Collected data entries
==================================================
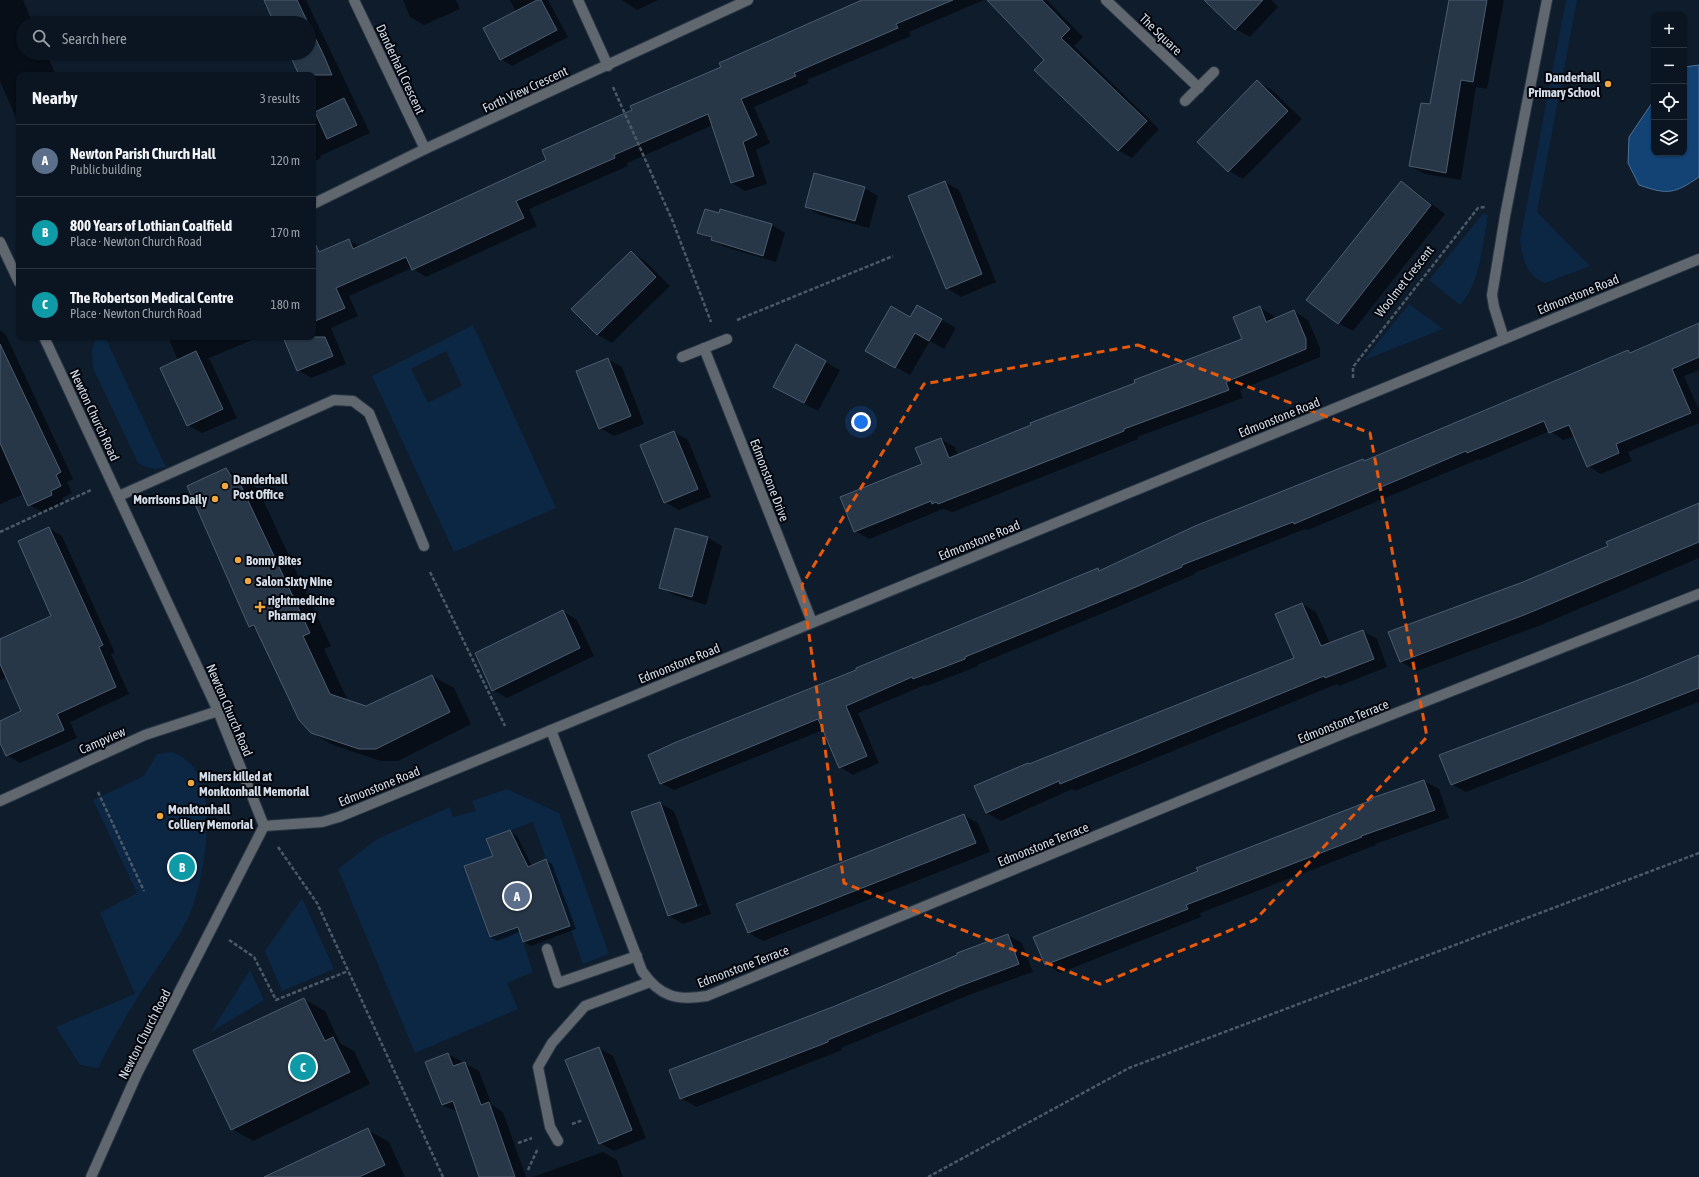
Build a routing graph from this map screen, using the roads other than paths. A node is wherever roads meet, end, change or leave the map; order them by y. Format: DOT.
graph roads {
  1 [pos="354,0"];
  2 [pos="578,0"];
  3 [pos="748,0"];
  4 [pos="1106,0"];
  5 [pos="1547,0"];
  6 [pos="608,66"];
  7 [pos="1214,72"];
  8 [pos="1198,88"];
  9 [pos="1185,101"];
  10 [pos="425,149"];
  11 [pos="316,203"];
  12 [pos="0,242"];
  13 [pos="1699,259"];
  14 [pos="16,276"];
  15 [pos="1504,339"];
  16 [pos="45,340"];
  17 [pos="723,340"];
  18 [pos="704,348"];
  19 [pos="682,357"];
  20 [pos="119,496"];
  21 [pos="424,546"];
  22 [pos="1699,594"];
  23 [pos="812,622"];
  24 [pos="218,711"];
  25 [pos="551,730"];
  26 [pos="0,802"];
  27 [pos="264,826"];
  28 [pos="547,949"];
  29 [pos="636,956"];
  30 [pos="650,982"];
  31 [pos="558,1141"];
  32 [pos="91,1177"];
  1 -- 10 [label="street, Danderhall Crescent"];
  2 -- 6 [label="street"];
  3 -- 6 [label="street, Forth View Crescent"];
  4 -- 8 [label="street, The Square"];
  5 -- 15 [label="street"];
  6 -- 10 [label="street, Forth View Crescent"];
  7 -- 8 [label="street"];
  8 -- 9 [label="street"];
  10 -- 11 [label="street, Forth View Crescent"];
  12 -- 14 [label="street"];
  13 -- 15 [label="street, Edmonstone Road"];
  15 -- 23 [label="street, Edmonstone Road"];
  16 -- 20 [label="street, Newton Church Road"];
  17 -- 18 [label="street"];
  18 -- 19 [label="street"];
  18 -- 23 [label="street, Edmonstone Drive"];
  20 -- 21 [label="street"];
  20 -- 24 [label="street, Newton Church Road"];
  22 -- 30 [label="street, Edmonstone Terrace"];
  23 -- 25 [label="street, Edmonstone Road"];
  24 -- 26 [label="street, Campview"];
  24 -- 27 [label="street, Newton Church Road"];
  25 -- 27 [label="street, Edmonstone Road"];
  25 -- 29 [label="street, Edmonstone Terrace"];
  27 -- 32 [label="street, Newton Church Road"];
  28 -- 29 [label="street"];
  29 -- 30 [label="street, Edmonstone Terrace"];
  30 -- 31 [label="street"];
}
==================================================
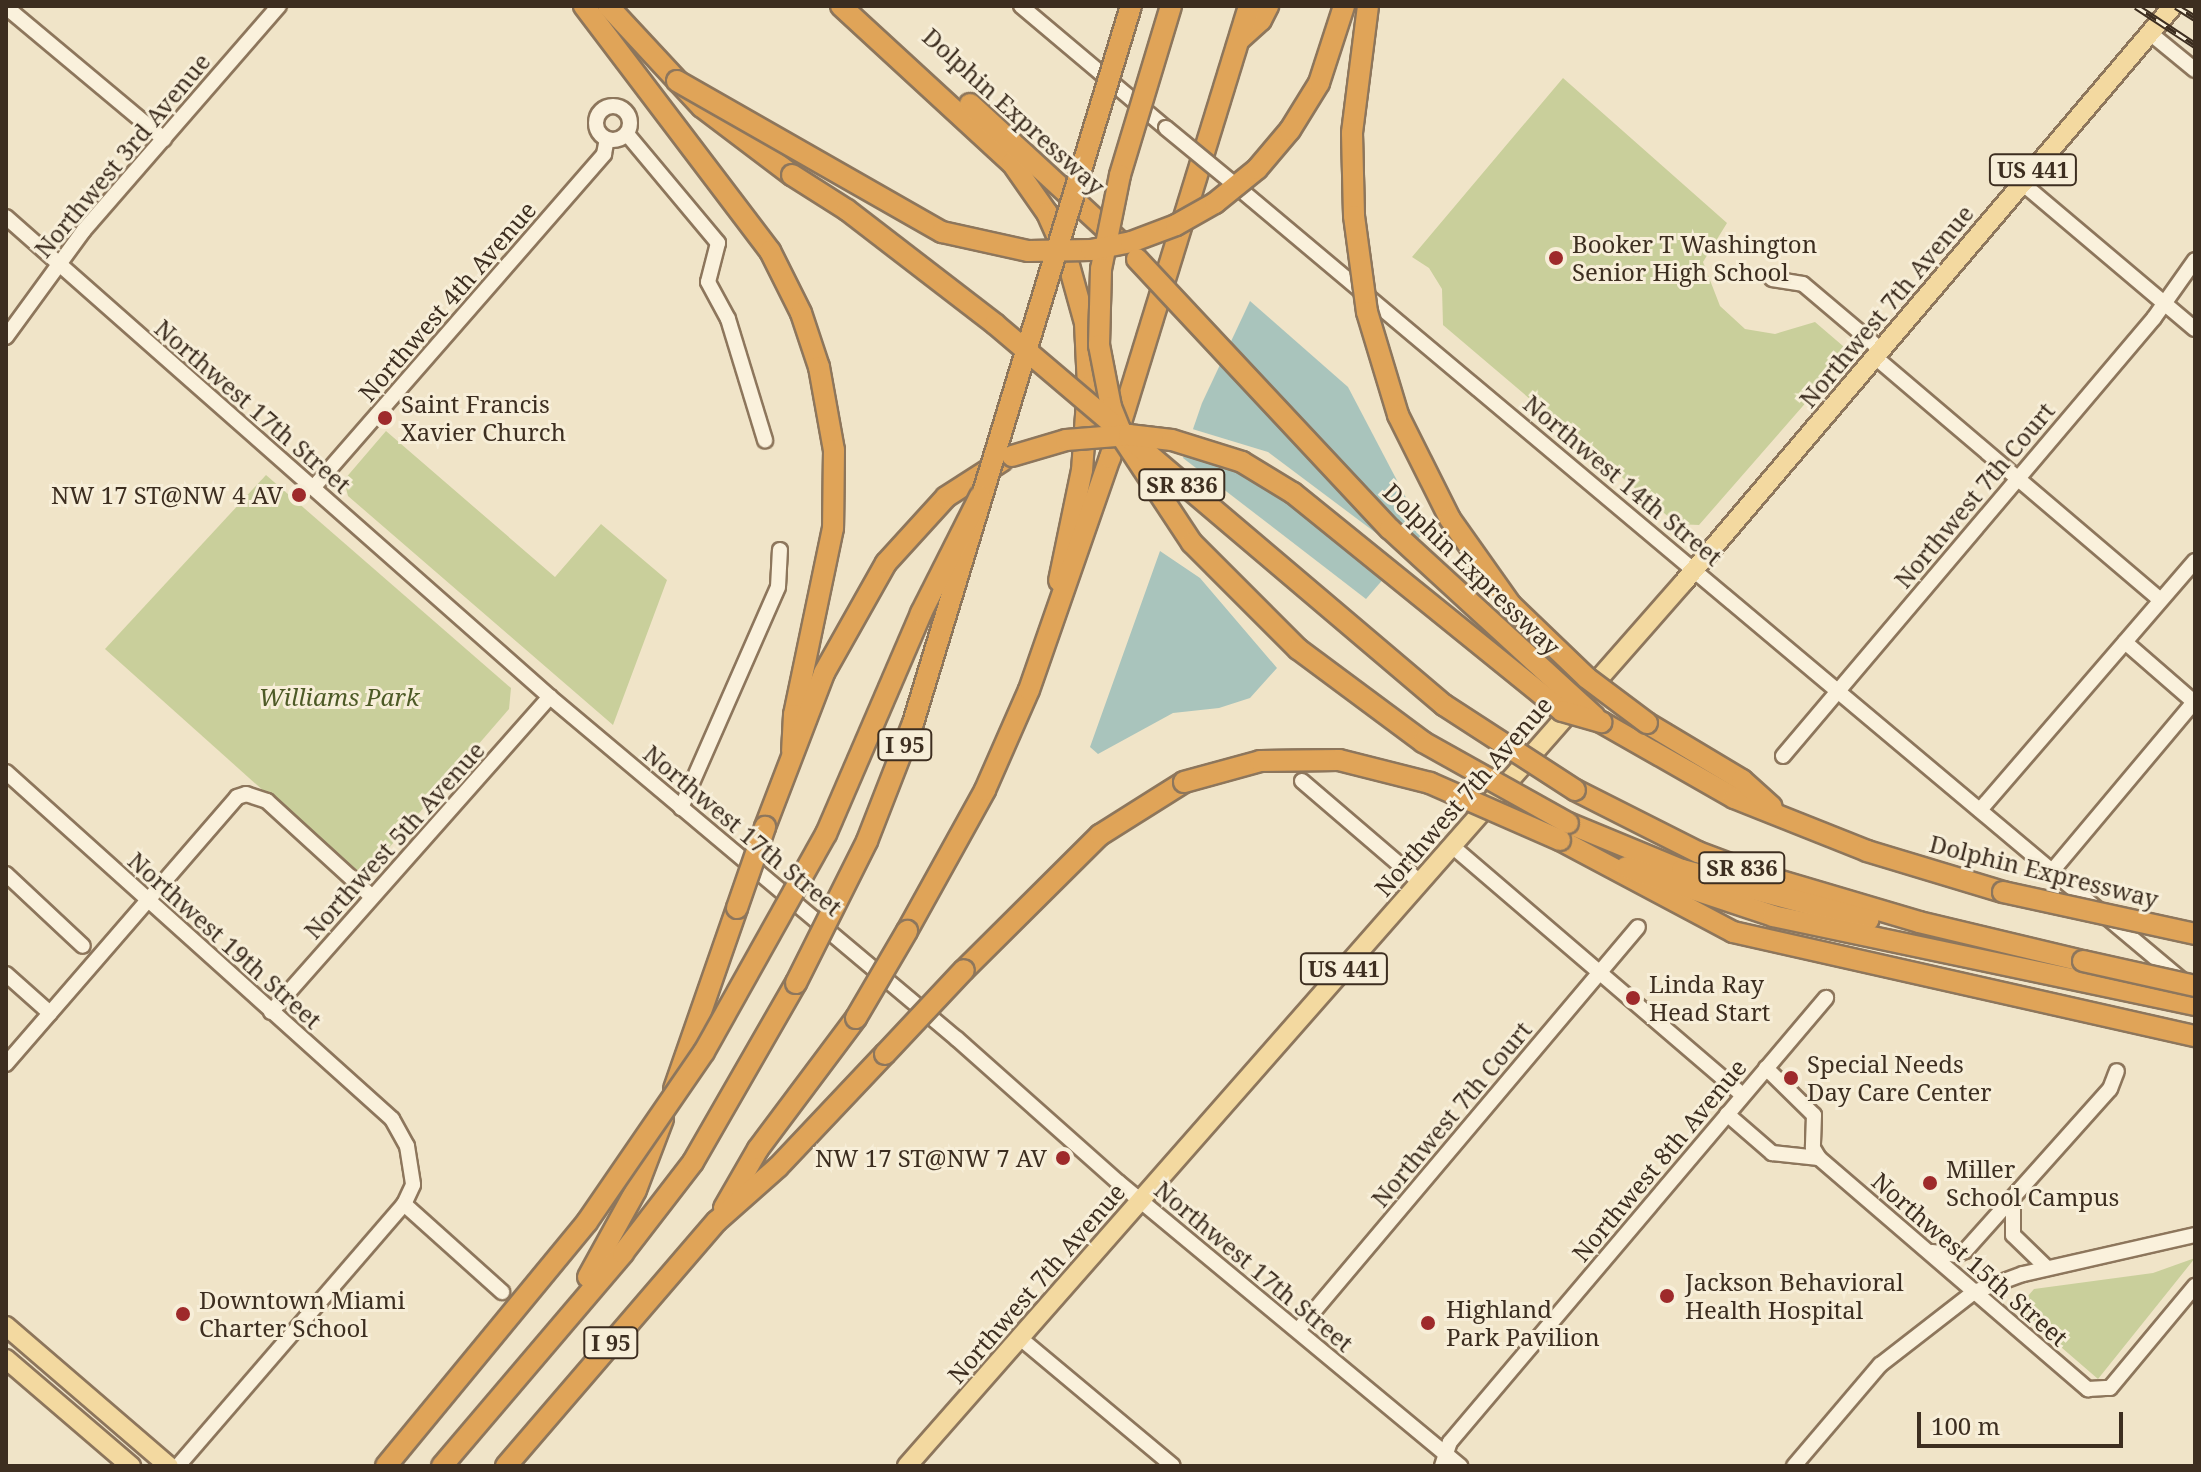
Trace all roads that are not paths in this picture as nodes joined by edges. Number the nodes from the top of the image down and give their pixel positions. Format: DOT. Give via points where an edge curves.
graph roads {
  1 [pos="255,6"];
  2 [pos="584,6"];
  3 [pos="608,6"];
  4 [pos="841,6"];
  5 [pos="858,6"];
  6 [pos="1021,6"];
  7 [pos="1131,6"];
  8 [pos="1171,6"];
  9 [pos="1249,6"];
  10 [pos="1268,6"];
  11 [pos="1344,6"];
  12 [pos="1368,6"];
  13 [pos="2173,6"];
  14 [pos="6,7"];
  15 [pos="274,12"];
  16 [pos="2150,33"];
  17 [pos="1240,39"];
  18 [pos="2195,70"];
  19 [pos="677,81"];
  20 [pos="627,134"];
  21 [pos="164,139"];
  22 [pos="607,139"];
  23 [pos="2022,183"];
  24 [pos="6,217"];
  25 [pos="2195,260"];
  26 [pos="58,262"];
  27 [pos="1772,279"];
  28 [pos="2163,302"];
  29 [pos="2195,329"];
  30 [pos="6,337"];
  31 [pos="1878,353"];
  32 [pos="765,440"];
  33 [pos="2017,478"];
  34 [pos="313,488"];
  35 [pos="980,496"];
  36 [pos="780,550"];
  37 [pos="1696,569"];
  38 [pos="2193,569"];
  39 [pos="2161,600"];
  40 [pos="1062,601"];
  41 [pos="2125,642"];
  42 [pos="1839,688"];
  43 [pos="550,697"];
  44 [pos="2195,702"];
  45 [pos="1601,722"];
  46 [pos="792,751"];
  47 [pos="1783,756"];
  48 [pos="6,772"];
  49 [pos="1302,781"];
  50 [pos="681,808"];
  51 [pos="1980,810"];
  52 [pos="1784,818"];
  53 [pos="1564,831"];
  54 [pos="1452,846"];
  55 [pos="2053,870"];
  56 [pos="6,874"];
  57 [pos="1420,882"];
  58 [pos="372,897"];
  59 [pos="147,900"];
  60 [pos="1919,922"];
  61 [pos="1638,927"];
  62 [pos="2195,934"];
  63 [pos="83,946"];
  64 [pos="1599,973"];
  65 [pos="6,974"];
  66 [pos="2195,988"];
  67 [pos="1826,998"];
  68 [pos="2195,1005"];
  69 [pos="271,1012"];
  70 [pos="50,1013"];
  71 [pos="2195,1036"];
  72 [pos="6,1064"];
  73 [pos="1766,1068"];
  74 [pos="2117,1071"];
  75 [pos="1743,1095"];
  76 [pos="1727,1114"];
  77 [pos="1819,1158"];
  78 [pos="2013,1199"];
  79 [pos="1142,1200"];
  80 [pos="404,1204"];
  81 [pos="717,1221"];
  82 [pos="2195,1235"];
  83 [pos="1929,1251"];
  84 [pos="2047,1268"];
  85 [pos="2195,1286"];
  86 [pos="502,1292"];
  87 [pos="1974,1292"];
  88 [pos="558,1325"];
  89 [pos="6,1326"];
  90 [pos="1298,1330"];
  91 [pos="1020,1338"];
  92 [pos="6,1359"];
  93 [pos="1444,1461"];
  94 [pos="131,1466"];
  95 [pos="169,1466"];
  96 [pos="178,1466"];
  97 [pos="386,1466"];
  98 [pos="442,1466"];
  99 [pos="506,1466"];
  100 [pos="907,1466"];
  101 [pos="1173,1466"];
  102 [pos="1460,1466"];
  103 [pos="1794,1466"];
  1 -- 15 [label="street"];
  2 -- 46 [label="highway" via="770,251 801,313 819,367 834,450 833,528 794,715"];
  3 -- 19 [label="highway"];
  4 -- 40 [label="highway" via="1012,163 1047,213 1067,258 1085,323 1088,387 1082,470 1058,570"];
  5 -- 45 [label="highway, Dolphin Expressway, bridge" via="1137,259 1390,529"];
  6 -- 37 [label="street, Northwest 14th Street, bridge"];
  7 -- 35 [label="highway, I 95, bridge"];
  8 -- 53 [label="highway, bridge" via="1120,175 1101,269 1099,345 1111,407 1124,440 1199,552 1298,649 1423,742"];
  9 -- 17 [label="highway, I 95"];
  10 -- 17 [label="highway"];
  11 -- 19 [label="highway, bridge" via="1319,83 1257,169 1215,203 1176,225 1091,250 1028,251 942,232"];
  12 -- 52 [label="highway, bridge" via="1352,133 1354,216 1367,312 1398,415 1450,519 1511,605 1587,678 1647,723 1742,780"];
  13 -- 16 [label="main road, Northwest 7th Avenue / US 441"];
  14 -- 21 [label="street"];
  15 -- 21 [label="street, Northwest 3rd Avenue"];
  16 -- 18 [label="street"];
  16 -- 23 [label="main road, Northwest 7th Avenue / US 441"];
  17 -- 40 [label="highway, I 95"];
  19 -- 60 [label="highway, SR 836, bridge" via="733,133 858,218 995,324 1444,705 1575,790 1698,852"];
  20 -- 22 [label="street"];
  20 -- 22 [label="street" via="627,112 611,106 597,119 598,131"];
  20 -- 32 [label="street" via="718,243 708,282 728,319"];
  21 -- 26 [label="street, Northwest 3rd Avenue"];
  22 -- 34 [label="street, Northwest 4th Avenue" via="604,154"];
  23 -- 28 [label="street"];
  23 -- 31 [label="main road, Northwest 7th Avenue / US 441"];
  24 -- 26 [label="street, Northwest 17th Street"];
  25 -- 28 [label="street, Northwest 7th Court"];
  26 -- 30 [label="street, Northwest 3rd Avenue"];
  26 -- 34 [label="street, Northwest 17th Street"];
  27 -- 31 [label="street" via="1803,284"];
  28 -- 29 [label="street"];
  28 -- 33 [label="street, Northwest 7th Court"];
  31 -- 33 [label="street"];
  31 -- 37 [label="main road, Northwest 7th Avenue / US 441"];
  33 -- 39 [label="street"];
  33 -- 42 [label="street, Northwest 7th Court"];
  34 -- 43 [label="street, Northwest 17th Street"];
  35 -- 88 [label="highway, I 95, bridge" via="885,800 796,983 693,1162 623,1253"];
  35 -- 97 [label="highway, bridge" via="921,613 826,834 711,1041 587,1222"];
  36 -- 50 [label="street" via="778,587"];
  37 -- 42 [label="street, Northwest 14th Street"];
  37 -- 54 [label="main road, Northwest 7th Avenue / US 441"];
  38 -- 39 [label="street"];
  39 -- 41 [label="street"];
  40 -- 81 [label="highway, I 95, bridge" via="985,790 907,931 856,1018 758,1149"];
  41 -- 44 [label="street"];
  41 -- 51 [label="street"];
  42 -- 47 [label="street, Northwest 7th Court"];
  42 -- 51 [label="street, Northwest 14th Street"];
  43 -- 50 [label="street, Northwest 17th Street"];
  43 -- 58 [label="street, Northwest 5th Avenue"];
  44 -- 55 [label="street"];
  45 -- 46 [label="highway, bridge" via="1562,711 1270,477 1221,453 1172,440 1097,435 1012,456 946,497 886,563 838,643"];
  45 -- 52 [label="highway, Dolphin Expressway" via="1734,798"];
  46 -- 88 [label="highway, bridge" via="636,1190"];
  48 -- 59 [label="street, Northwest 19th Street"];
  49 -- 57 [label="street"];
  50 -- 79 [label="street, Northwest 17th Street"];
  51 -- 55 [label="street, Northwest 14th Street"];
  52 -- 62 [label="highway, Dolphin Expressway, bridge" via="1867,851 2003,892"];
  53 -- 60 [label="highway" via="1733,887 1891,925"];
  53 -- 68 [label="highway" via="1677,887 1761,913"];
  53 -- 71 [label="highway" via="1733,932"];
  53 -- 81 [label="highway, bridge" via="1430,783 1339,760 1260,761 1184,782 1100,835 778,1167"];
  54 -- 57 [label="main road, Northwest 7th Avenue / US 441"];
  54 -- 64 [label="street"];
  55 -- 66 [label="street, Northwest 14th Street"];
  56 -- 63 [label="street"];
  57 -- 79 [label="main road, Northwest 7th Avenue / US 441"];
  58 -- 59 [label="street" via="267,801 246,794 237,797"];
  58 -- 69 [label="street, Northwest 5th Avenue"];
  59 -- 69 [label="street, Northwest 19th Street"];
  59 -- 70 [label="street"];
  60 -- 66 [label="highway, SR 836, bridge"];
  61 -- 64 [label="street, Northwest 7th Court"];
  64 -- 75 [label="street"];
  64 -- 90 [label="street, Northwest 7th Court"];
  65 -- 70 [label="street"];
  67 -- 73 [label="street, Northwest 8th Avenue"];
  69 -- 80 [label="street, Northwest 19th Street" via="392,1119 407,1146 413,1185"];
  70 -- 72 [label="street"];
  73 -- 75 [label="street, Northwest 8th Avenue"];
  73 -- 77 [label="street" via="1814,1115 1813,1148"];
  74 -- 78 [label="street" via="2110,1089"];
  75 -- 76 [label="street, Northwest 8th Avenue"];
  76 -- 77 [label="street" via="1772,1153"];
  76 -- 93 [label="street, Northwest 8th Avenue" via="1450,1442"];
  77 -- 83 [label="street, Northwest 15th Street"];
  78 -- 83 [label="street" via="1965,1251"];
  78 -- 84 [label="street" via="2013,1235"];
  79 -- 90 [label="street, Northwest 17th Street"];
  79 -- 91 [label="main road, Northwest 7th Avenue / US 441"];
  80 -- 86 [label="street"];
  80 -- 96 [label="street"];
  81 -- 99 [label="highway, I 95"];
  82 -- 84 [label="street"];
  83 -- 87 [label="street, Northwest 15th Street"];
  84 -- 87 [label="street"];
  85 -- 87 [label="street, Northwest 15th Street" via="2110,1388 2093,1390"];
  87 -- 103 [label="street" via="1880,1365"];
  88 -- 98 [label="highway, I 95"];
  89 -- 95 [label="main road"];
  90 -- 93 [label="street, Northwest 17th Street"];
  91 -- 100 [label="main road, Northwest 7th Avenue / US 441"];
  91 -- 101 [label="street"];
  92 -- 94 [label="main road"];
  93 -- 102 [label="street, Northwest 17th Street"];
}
==================================================
YOUR OBJECTIVE — Read the entries above and find each line holding the word "Forth". Copy it out.

TASK RESPONSE —
  3 -- 6 [label="street, Forth View Crescent"];
  6 -- 10 [label="street, Forth View Crescent"];
  10 -- 11 [label="street, Forth View Crescent"];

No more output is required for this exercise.